• 22777
    basketbolcu kardeşlerimin hepsinin alınlarından, gözlerinden öpüyorum. çok gitmek istiyorum maçlara ama gidemiyorum. sürekli toplantılardayım. hepsini tebrik ediyorum

    abdurrahim albayrak

    başka söze gerek yok. 7 -24 florya'da olan ve her iç, dış futbol maçılarına giden adam bunu söylüyor.. tebrikler başgan. gs sevgin gerçektende dünyalara sığmıyor.
  • 22778
    maçın genel görüntüsü için şu ifadeyi kullanmak yanlış sayılmaz.. "fenerbahçe, galatasaray'ı ezdi.."
    ama bence daha doğru olanı "galatasaray kendisini ezdirdi.."
    daha da doğru olanı,
    "galatasaray ezilirken, hamza hamzaoğlu, bağıra bağıra gelen yenilgiyi seyretti. oyuna müdahale edemedi."
    ilk 10 dakika, galatasaray, fenerbahçe'ye karşı kazanmanın tek yolu olan futbolu oynadı.. hücum!..
    oyunu rakip sahaya yıkmak..
    volkan bir mucize kurtarış yaptı, burak da bir mucize kaçırış..
    sonra, mal bu kadar meydanda iken, galatasaray anlaşılmaz bir şekilde kendi sahasına çekildi.
    hücum presle başlayan takım orta sahada da bastırmayı bırakıp kendi 18'inde toplandı.. fener de "mecburen adeta" üzerine geldi.
    galatasaray ligin küçük takımlarının düştüğü hataya düşüyor ve fenerbahçe'nin istediği oyunu oynuyordu. "devre 0-0 biterse soyunma odasında hamza hoca takımı toplar ve bu aptal oyunu düzeltir" diyordum. ikinci yarıda aptal oyunu da aradık. galatasaray tam gerzekçe oynadı. fener geldikçe geldi. kuyt iki mutlak golü kaçırdıktan sonra "allahın hakkı üç" dedi, üçüncüyü attı. daha doğrusu onu da muslera yedi.
    oysa ismail kartal, bu yarıda yaptığı yanlış değişikliklerle galatasaray'ın ekmeğine yağ sürmüştü, ama hamza, galatasaray'ı da derbiyi de taşıyacak güçte değildi.
    1-0 mağlup takıma uzatma dakikalarında emre çolak'ı sokması, ezikliğinin, şaşkınlığının ve bitikliğinin simgesi oldu. hem de galatasaray'da gol şansı en yüksek futbolcu hamit'i çıkararak..

    hıncal uluç
  • 22779
    "6 kişi ile galibiyet bizi gururlandırdı. aslanlar! biz kadıköy'de maçı kazanamadık ama şampiyon olup bunu telafi edeceğiz."
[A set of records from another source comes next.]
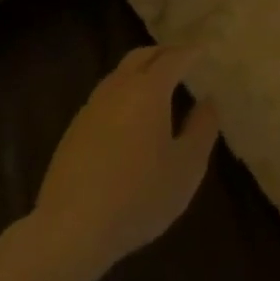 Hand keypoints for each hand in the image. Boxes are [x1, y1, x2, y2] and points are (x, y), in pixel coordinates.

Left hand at [32, 46, 220, 273]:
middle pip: (142, 56)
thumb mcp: (187, 167)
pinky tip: (129, 116)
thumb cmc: (139, 196)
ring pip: (120, 74)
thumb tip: (209, 100)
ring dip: (141, 70)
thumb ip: (202, 128)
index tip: (205, 49)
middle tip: (182, 58)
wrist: (70, 230)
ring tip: (158, 84)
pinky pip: (105, 96)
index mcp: (149, 90)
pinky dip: (124, 92)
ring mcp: (92, 107)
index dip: (192, 52)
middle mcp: (119, 88)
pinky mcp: (74, 130)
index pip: (174, 58)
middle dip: (164, 53) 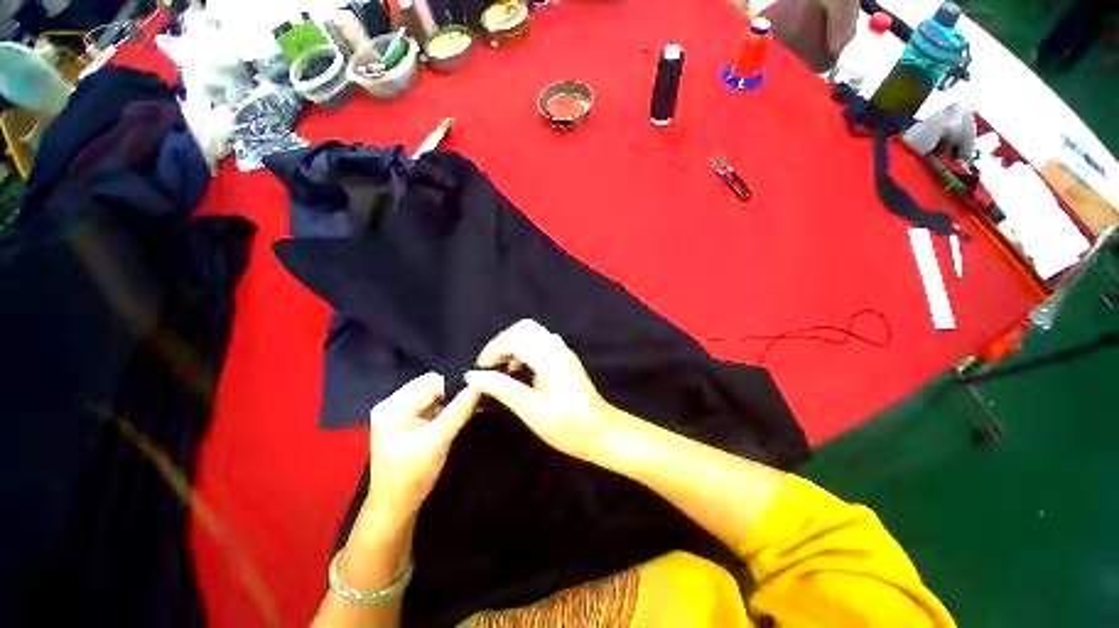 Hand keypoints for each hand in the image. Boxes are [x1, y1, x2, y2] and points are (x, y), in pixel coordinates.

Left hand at [365, 372, 480, 524]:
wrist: (396, 507)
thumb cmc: (412, 477)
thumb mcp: (437, 442)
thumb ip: (458, 411)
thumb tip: (479, 385)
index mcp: (392, 407)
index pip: (430, 382)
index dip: (454, 386)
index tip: (478, 392)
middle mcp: (393, 403)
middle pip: (431, 385)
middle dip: (453, 393)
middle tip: (473, 403)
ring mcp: (400, 411)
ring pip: (434, 394)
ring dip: (451, 401)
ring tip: (468, 409)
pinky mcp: (408, 420)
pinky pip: (432, 404)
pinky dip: (447, 408)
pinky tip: (458, 415)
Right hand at [465, 319, 617, 461]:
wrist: (603, 432)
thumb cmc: (569, 427)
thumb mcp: (532, 411)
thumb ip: (503, 389)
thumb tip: (473, 376)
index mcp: (550, 358)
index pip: (515, 338)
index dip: (492, 350)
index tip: (480, 370)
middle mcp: (557, 347)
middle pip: (523, 328)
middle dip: (502, 342)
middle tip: (489, 365)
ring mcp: (563, 351)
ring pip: (531, 333)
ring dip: (512, 345)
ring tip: (499, 369)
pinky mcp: (564, 357)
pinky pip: (539, 342)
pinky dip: (523, 349)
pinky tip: (518, 369) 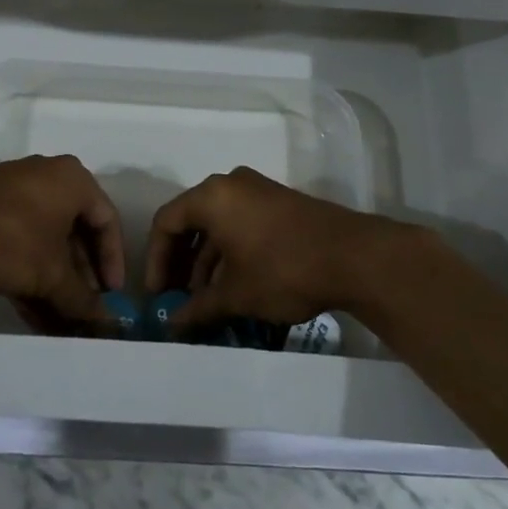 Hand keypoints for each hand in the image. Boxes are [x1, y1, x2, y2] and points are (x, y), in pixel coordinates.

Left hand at [0, 155, 124, 329]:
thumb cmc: (9, 237)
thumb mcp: (50, 273)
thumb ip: (81, 298)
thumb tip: (106, 322)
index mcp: (73, 181)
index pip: (107, 220)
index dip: (113, 260)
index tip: (111, 296)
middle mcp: (50, 179)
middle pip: (77, 233)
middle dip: (81, 278)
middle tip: (85, 311)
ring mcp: (19, 193)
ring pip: (48, 242)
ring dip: (56, 283)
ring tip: (60, 323)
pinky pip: (24, 242)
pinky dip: (32, 274)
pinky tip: (33, 314)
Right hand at [144, 166, 392, 335]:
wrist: (351, 256)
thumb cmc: (281, 269)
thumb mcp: (235, 294)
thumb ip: (198, 307)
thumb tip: (173, 324)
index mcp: (212, 196)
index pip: (167, 222)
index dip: (156, 260)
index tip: (157, 295)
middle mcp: (230, 184)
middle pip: (191, 220)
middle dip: (180, 262)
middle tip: (176, 298)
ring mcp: (257, 191)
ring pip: (217, 224)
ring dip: (206, 260)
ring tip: (205, 300)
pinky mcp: (278, 203)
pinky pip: (240, 223)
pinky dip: (229, 251)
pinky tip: (233, 285)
    "bu derbiyi kazansaydık da başakşehir maçı önemliydi şimdi daha da önemli. şampiyonluk için önümüzdeki 3 maçı da almamız lazım."

    "duygun yarsuvat'ın açıklamaları basına yapılmış açıklamalar değil. o yüzden maç sonrası o ifadelerini ciddiye almamak lazım."

    ali dürüst
  • 22788
    --- alıntı ---

    galatasaray, 21. yüzyıla yine giremedi… pazar gecesi saracoğlu’nda oynanan derbinin ‘tarihi’ olması için tek bir sonuca ihtiyaç vardı: bu statta 1999’dan beri galip gelemeyen galatasaray’ın geceyi üç puanla kapaması ve böylece literatüre geçebilmesi… ama mücadele ev sahibinin 1-0’lık galibiyetiyle biterken sarı-kırmızılıların başkanı duygun yarsuvat’ın ifadesi durumu gayet iyi özetliyordu: “gelenek bozulmadı…”
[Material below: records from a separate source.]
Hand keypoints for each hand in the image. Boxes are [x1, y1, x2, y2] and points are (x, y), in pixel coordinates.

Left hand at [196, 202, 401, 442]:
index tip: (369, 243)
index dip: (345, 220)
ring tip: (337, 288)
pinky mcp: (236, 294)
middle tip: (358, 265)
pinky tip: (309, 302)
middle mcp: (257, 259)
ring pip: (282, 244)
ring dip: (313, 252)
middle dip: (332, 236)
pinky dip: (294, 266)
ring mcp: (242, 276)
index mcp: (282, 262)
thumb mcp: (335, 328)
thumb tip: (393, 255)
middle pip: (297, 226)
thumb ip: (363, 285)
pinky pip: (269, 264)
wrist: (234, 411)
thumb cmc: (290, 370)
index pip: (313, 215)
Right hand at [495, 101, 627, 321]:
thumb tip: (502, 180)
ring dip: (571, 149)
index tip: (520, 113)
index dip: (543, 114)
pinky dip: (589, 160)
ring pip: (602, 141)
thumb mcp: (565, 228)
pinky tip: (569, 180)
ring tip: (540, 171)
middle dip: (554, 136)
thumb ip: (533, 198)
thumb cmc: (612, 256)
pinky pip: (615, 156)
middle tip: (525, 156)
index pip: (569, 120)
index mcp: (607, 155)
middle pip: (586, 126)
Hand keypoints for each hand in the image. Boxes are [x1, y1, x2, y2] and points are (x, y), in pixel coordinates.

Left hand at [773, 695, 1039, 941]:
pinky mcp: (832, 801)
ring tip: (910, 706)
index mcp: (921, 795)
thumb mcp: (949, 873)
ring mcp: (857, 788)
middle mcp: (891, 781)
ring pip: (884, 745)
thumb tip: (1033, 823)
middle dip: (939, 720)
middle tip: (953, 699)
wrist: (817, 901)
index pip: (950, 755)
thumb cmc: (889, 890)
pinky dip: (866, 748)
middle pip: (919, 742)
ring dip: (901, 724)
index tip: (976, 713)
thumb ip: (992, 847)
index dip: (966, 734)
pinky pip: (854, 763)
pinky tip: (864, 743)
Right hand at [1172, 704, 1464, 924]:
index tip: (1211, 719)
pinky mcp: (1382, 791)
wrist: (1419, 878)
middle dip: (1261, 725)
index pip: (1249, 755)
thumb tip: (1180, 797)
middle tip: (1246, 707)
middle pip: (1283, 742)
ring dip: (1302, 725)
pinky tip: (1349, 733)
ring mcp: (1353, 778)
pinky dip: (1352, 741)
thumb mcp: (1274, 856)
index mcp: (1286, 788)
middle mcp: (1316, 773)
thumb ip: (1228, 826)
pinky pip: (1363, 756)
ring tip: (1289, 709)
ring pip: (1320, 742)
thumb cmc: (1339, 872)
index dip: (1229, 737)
    bu topraklarda futbolun, modern zamanlardaki öncelikli kahramanları hagi, alex gibi isimler olsa da bir alttan alta sahaya sürülen ’yabancı düşmanlığı’, eline ilk fırsatı geçirdiği aşamada kıyıya vuruyor. bunun somut örneğini bu sezon galatasaray’ın kulübesindeki değişimde net bir şekilde hissediyoruz. süper lig’deki serüveni ‘puan cetveli’ bakımından hiç de kötü olmayan cesare prandelli takımdan uzaklaştırılıp görev hamza hamzaoğlu’na verildiğinden bu yana, aslında futbol kalitesinde gözle görülür bir düzelme olmayan ama biraz da şansla kazanılan maçlar sonunda genç teknik direktör son derece abartılı bir biçimde göklere çıkarılmaya başlandı.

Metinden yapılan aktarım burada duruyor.